Pope John Paul in his letter to women in 1995 said the Church couldn’t remain indifferent with respect to violence against women, and he condemned it vigorously.

“The (Canadian) bishops also said the use of Scripture to justify the domination of women is unacceptable,” McKeon said, referring to the story in the garden in the Book of Genesis, which says the man will dominate the woman. “They said men and women are created equally in the image and likeness of God and are one in Christ.”

Similarly there is a passage in Ephesians 5 which says, “Wives be subject to your husbands for your husband is the head of the wife.”

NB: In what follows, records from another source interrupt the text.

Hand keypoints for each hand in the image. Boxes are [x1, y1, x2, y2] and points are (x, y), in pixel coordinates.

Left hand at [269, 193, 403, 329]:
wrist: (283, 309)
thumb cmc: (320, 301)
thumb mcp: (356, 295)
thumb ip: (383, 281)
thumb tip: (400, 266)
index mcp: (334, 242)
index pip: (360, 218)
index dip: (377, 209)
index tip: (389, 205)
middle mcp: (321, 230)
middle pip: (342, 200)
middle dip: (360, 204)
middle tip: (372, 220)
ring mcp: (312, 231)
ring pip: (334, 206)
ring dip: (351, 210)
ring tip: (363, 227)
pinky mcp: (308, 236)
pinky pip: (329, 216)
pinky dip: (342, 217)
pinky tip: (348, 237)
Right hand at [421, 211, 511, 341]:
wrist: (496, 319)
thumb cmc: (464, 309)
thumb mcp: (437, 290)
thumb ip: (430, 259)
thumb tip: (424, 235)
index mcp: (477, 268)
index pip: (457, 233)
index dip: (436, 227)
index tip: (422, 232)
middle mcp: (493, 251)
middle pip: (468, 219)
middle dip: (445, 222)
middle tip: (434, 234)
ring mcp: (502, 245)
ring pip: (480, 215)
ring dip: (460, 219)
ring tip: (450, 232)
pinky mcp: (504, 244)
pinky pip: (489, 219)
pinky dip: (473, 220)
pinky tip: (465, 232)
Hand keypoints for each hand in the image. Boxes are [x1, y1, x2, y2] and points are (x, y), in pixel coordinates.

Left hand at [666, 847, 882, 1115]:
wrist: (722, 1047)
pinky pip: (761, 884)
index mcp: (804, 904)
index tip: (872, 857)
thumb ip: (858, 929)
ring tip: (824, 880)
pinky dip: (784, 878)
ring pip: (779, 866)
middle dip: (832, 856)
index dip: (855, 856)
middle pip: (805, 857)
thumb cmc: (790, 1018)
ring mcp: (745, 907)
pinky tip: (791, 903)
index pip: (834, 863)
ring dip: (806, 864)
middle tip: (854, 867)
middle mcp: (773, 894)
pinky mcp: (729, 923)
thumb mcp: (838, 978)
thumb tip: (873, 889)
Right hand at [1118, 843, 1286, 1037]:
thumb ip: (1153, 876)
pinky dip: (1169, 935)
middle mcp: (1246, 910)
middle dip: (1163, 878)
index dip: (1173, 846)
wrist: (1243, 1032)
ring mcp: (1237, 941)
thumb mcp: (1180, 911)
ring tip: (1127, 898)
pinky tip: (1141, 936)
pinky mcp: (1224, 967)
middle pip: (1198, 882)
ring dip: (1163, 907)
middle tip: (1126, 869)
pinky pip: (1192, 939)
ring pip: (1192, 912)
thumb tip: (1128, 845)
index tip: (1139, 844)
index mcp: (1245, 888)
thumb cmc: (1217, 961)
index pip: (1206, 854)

In addressing that passage, Pope John Paul said we are called to be submissive to each other as all human beings are to be submissive before Christ.

Mutual submission

“It’s not to be read as one gender being submissive to another. It should be read as mutual submission in love.”

McKeon said Catholic teaching emphasizes the permanence of marriage. In light of this, some pastors insisted people should stay in a violent marriage. “You have made a life-commitment, live it out,” they say.

But McKeon said there is also a caution as we teach the permanency of marriage.

“The Northern bishops put it this way: ‘Because we in the Church believe so strongly in the sacredness of marriage, we have sometimes given the impression that a woman must stay in an abusive relationship no matter how much she is shamed and physically hurt."

Duty to protect

“We want to make it very clear that the Catholic Church teaches that a woman has the right and sometimes the duty to protect herself and her children by leaving a violent situation when it occurs,” McKeon added. “I think our Church teachings are clear that all of us, women and men, need to work together to overcome domination and violence in our families and in the wider society.”